WHAT YOU NEED TO DO:
Pull every line of the entries that has the word "nodes".

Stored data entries
=== Section Start ===

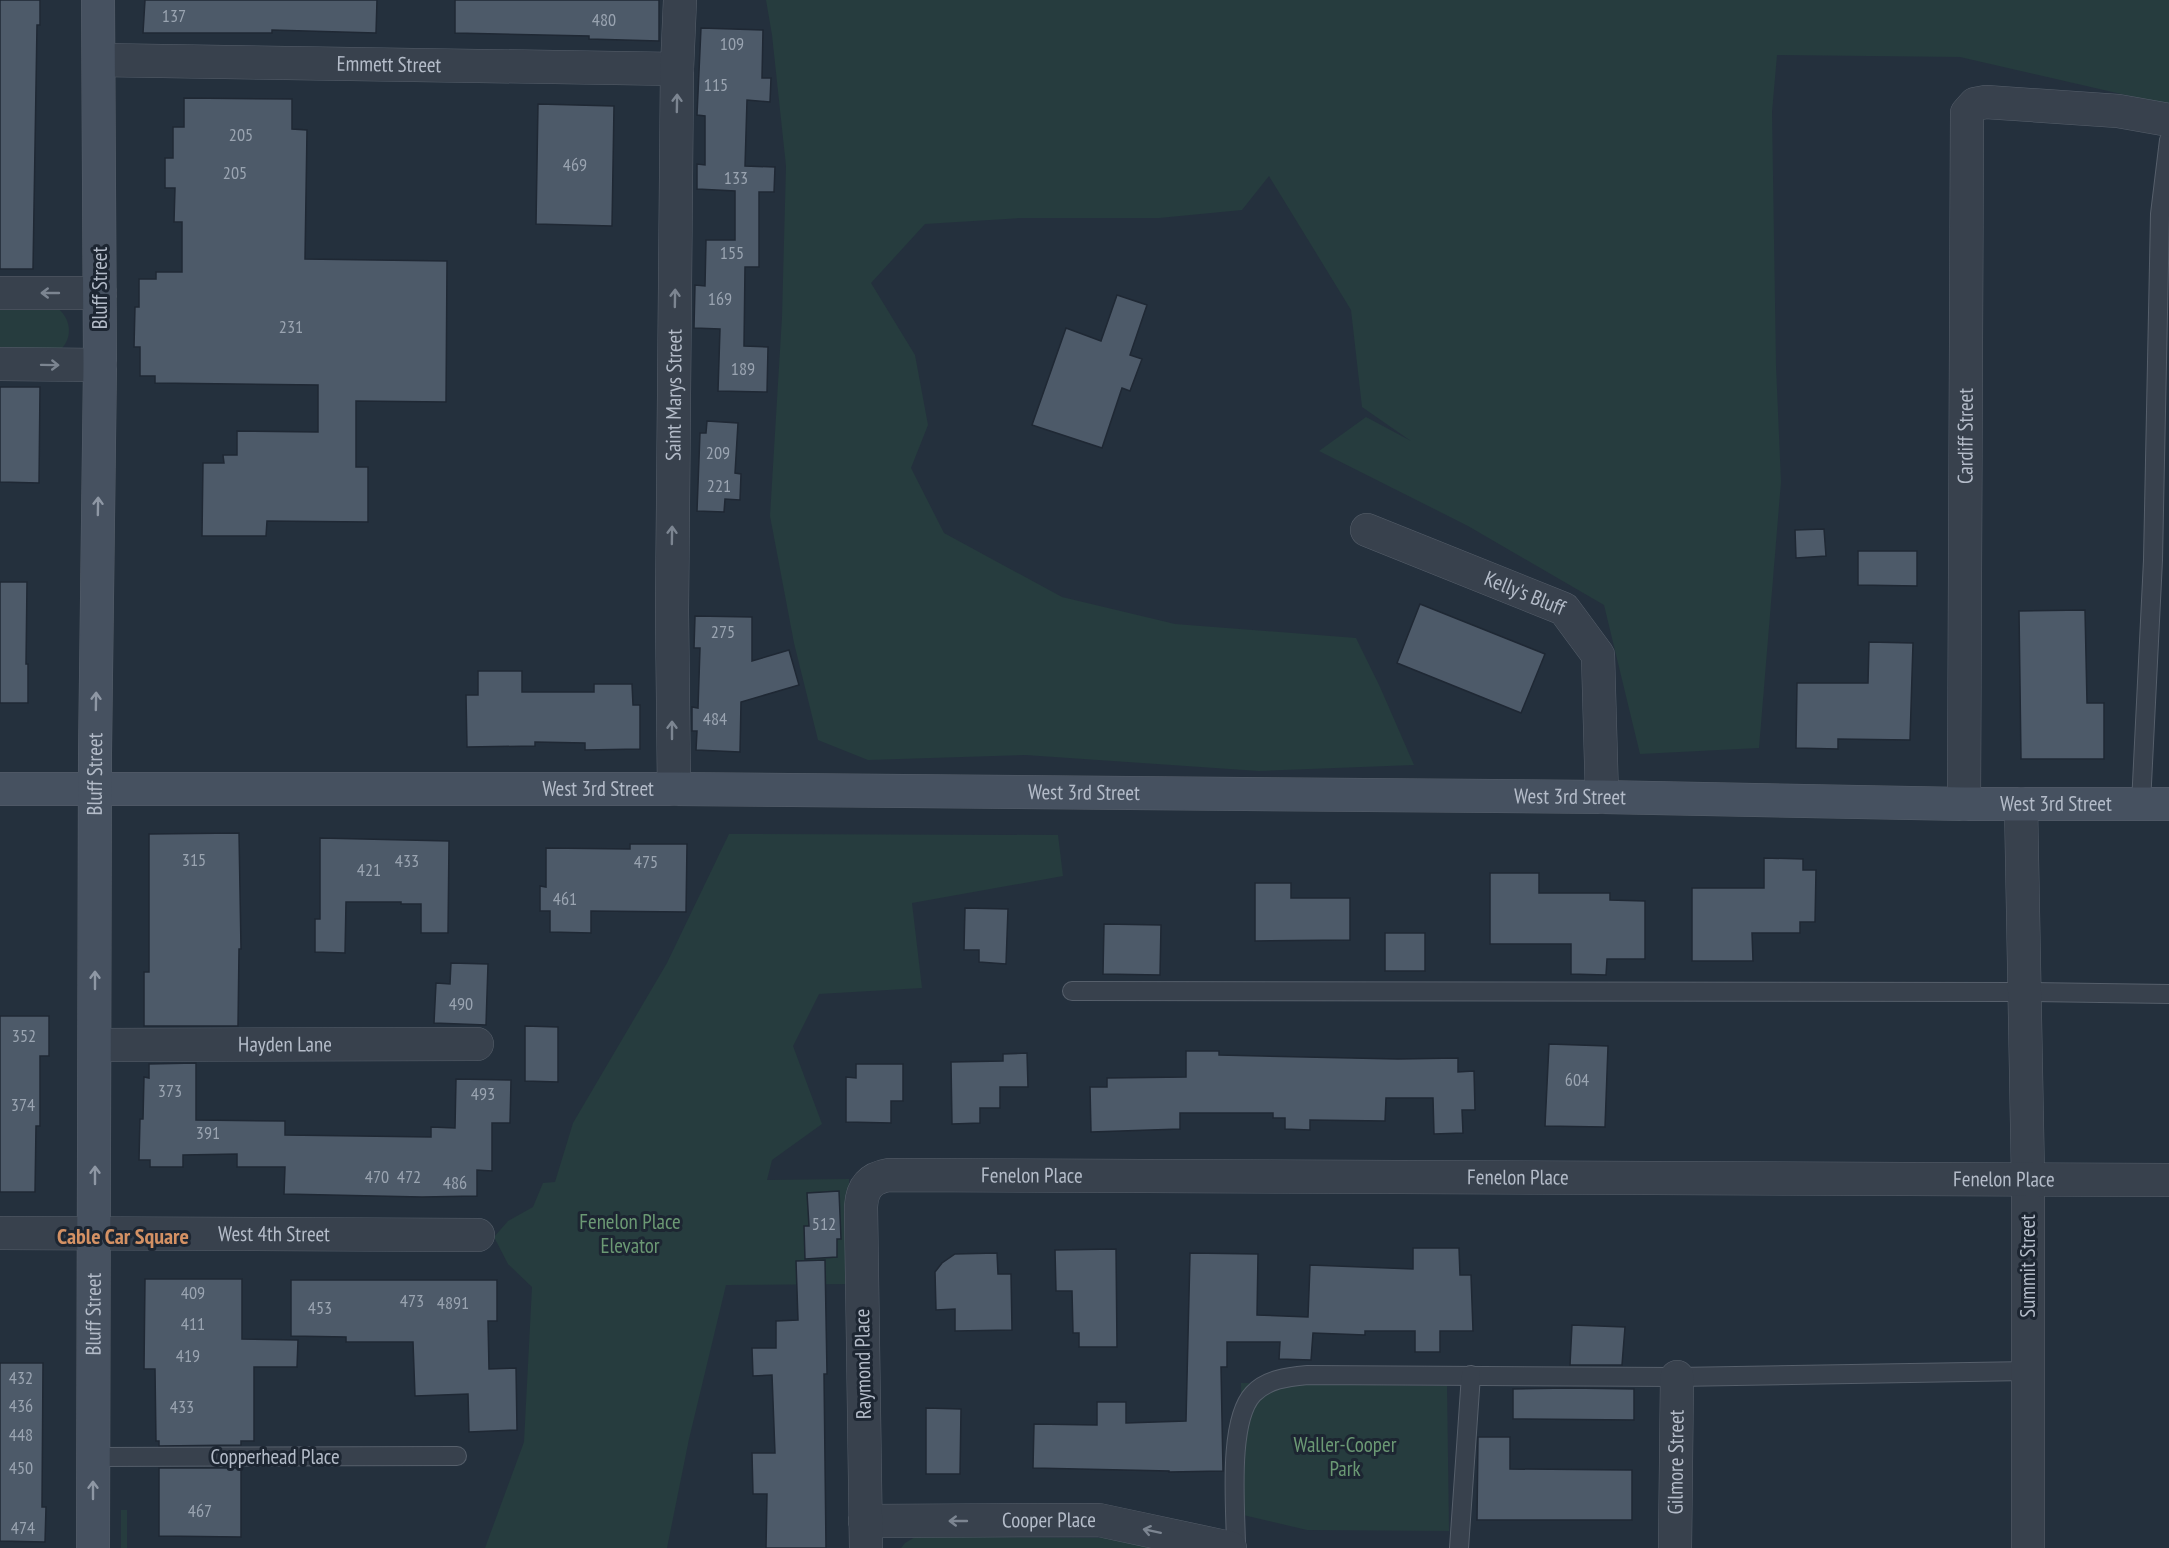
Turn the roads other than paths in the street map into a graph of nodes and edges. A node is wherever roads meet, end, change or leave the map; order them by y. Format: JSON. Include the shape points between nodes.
{"nodes":[{"id":1,"x":98,"y":0,"type":"edge"},
{"id":2,"x":680,"y":0,"type":"edge"},
{"id":3,"x":99,"y":60,"type":"junction"},
{"id":4,"x":677,"y":69,"type":"junction"},
{"id":5,"x":2169,"y":120,"type":"edge"},
{"id":6,"x":2169,"y":140,"type":"edge"},
{"id":7,"x":0,"y":293,"type":"edge"},
{"id":8,"x":100,"y":293,"type":"junction"},
{"id":9,"x":0,"y":364,"type":"edge"},
{"id":10,"x":100,"y":365,"type":"junction"},
{"id":11,"x":1367,"y":530,"type":"dead end"},
{"id":12,"x":0,"y":789,"type":"edge"},
{"id":13,"x":95,"y":789,"type":"junction"},
{"id":14,"x":674,"y":789,"type":"junction"},
{"id":15,"x":1602,"y":796,"type":"junction"},
{"id":16,"x":1964,"y":804,"type":"junction"},
{"id":17,"x":2021,"y":804,"type":"junction"},
{"id":18,"x":2155,"y":804,"type":"edge"},
{"id":19,"x":1072,"y":990,"type":"dead end"},
{"id":20,"x":2025,"y":992,"type":"junction"},
{"id":21,"x":2169,"y":994,"type":"edge"},
{"id":22,"x":477,"y":1044,"type":"dead end"},
{"id":23,"x":95,"y":1045,"type":"junction"},
{"id":24,"x":2028,"y":1178,"type":"junction"},
{"id":25,"x":2169,"y":1180,"type":"edge"},
{"id":26,"x":869,"y":1182,"type":"joint"},
{"id":27,"x":0,"y":1233,"type":"edge"},
{"id":28,"x":95,"y":1233,"type":"junction"},
{"id":29,"x":478,"y":1236,"type":"dead end"},
{"id":30,"x":2028,"y":1371,"type":"junction"},
{"id":31,"x":1471,"y":1376,"type":"junction"},
{"id":32,"x":1677,"y":1377,"type":"junction"},
{"id":33,"x":457,"y":1456,"type":"dead end"},
{"id":34,"x":94,"y":1457,"type":"junction"},
{"id":35,"x":865,"y":1534,"type":"edge"},
{"id":36,"x":93,"y":1548,"type":"edge"},
{"id":37,"x":1230,"y":1548,"type":"edge"},
{"id":38,"x":1236,"y":1548,"type":"edge"},
{"id":39,"x":1459,"y":1548,"type":"edge"},
{"id":40,"x":1675,"y":1548,"type":"edge"},
{"id":41,"x":2028,"y":1548,"type":"edge"}],
"edges":[{"from":1,"to":3,"type":"street","name":"Bluff Street"},
{"from":2,"to":4,"type":"street","name":"Saint Marys Street"},
{"from":3,"to":4,"type":"street","name":"Emmett Street"},
{"from":3,"to":8,"type":"street","name":"Bluff Street"},
{"from":14,"to":4,"type":"street","name":"Saint Marys Street","one_way":true},
{"from":5,"to":16,"type":"street","name":"Cardiff Street","via":[[2118,111],[1986,102],[1976,104],[1967,113]]},
{"from":6,"to":18,"type":"lane","via":[[2160,214],[2153,560]]},
{"from":8,"to":7,"type":"street","one_way":true},
{"from":8,"to":10,"type":"street","name":"Bluff Street"},
{"from":9,"to":10,"type":"street","one_way":true},
{"from":13,"to":10,"type":"street","name":"Bluff Street","one_way":true},
{"from":11,"to":15,"type":"street","name":"Kelly's Bluff","via":[[1564,609],[1598,655]]},
{"from":12,"to":13,"type":"street","name":"West 3rd Street"},
{"from":13,"to":14,"type":"street","name":"West 3rd Street"},
{"from":23,"to":13,"type":"street","name":"Bluff Street","one_way":true},
{"from":14,"to":15,"type":"street","name":"West 3rd Street"},
{"from":15,"to":16,"type":"street","name":"West 3rd Street"},
{"from":16,"to":17,"type":"street","name":"West 3rd Street"},
{"from":17,"to":18,"type":"street","name":"West 3rd Street"},
{"from":17,"to":20,"type":"street","name":"Summit Street"},
{"from":19,"to":20,"type":"lane"},
{"from":20,"to":21,"type":"lane"},
{"from":20,"to":24,"type":"street","name":"Summit Street"},
{"from":22,"to":23,"type":"street","name":"Hayden Lane"},
{"from":28,"to":23,"type":"street","name":"Bluff Street","one_way":true},
{"from":24,"to":25,"type":"street","name":"Fenelon Place"},
{"from":24,"to":26,"type":"street","name":"Fenelon Place","via":[[889,1174]]},
{"from":24,"to":30,"type":"street","name":"Summit Street"},
{"from":26,"to":35,"type":"street","name":"Raymond Place","via":[[861,1207]]},
{"from":27,"to":28,"type":"street","name":"West 4th Street"},
{"from":28,"to":29,"type":"street","name":"West 4th Street"},
{"from":28,"to":34,"type":"street","name":"Bluff Street"},
{"from":30,"to":32,"type":"lane"},
{"from":30,"to":41,"type":"street","name":"Summit Street"},
{"from":31,"to":32,"type":"lane"},
{"from":31,"to":38,"type":"lane","via":[[1308,1375],[1275,1379],[1253,1393],[1243,1408],[1237,1430]]},
{"from":31,"to":39,"type":"lane"},
{"from":32,"to":40,"type":"street","name":"Gilmore Street"},
{"from":33,"to":34,"type":"lane","name":"Copperhead Place"},
{"from":36,"to":34,"type":"street","name":"Bluff Street","one_way":true},
{"from":37,"to":35,"type":"street","name":"Cooper Place","one_way":true,"via":[[1099,1520]]}]}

=== Section End ===

EXPECTED ANSWER:
Turn the roads other than paths in the street map into a graph of nodes and edges. A node is wherever roads meet, end, change or leave the map; order them by y. Format: JSON. Include the shape points between nodes.
{"nodes":[{"id":1,"x":98,"y":0,"type":"edge"},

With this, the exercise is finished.